Provided entries.

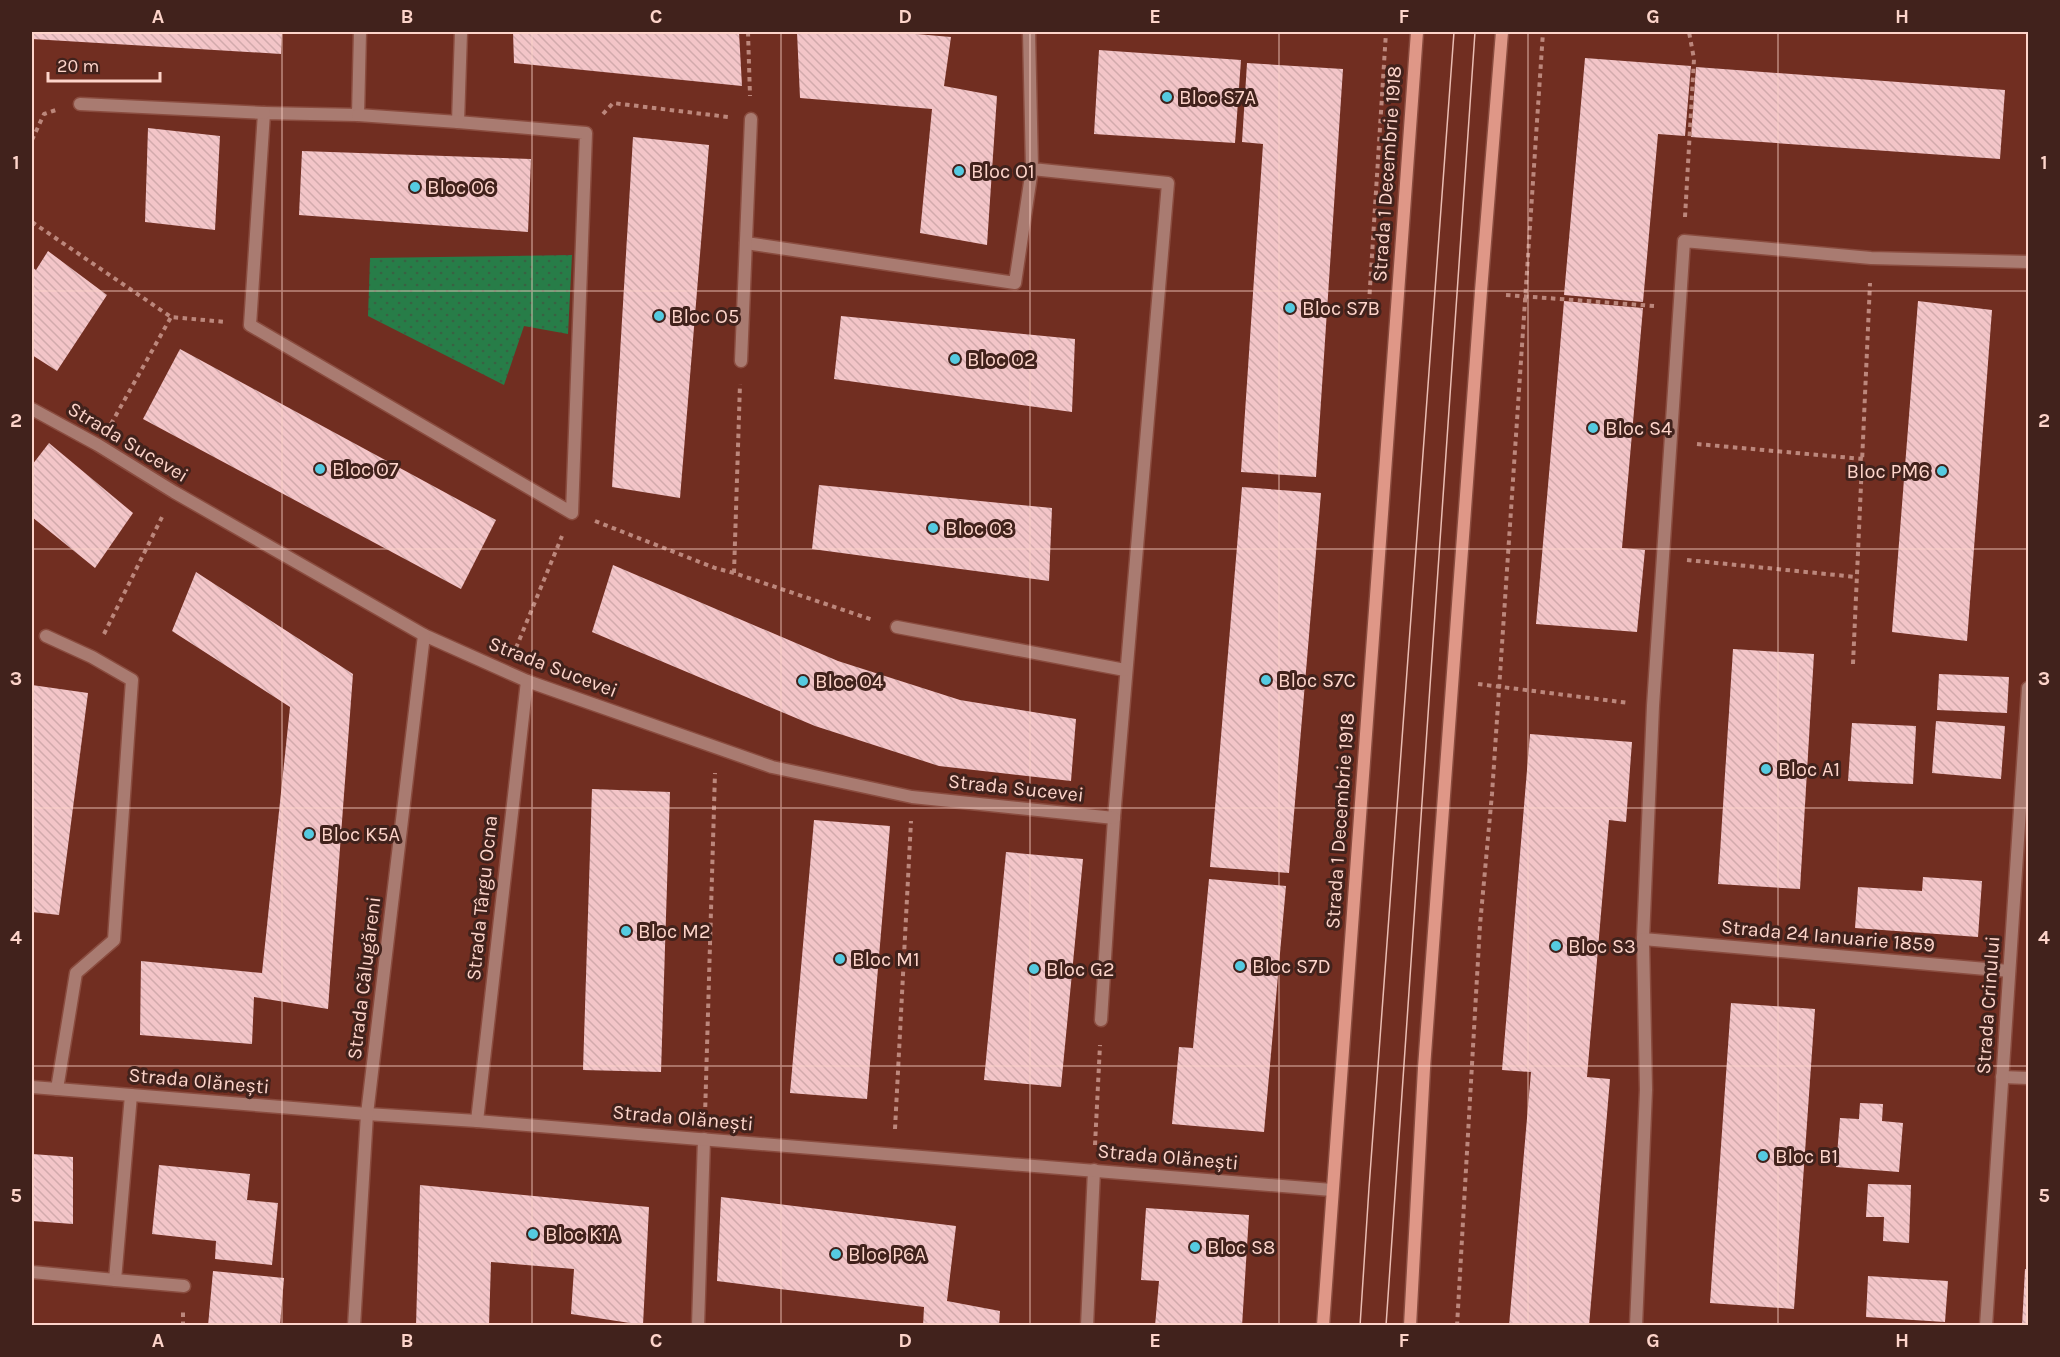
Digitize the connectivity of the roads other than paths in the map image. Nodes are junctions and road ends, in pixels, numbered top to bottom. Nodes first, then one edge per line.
1 (360, 32) edge
2 (461, 32) edge
3 (1029, 32) edge
4 (1417, 32) edge
5 (1502, 32) edge
6 (80, 104) road end
7 (264, 113) junction
8 (358, 115) junction
9 (751, 119) road end
10 (458, 122) junction
11 (1032, 169) junction
12 (746, 243) junction
13 (2028, 261) edge
14 (741, 361) road end
15 (32, 409) edge
16 (897, 627) road end
17 (424, 635) junction
18 (46, 636) dead end
19 (1125, 670) junction
20 (527, 681) junction
21 (2028, 688) edge
22 (1113, 818) junction
23 (1643, 939) junction
24 (2009, 971) junction
25 (1101, 1020) road end
26 (2002, 1077) junction
27 (2028, 1078) edge
28 (32, 1087) edge
29 (57, 1089) junction
30 (131, 1095) junction
31 (367, 1114) junction
32 (477, 1120) junction
33 (704, 1139) junction
34 (1094, 1170) junction
35 (1332, 1190) junction
36 (32, 1272) edge
37 (115, 1280) junction
38 (184, 1286) dead end
39 (354, 1326) edge
40 (698, 1326) edge
41 (1087, 1326) edge
42 (1323, 1326) edge
43 (1410, 1326) edge
44 (1636, 1326) edge
45 (1986, 1326) edge

1 - 8 street
2 - 10 street
3 - 11 street
4 - 35 main road, Strada 1 Decembrie 1918
5 - 43 main road
6 - 7 street
7 - 8 street
7 - 10 street
8 - 10 street
9 - 12 street
11 - 12 street
11 - 19 street
12 - 14 street
13 - 23 street
15 - 17 street, Strada Sucevei
16 - 19 street
17 - 20 street, Strada Sucevei
17 - 31 street, Strada Călugăreni
18 - 29 street
19 - 22 street
20 - 22 street, Strada Sucevei
20 - 32 street, Strada Târgu Ocna
21 - 24 street, Strada Crinului
22 - 25 street
23 - 24 street, Strada 24 Ianuarie 1859
23 - 44 street
24 - 26 street, Strada Crinului
26 - 27 street
26 - 45 street, Strada Crinului
28 - 29 street, Strada Olănești
29 - 30 street, Strada Olănești
30 - 31 street, Strada Olănești
30 - 37 street
31 - 32 street, Strada Olănești
31 - 39 street, Strada Călugăreni
32 - 33 street, Strada Olănești
33 - 34 street, Strada Olănești
33 - 40 street
34 - 35 street, Strada Olănești
34 - 41 street
35 - 42 main road, Strada 1 Decembrie 1918
36 - 37 street
37 - 38 street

Problem to solve. Only the lines above that hold "dead" are wanted. Show every one of them.

Solution for this problem.
18 (46, 636) dead end
38 (184, 1286) dead end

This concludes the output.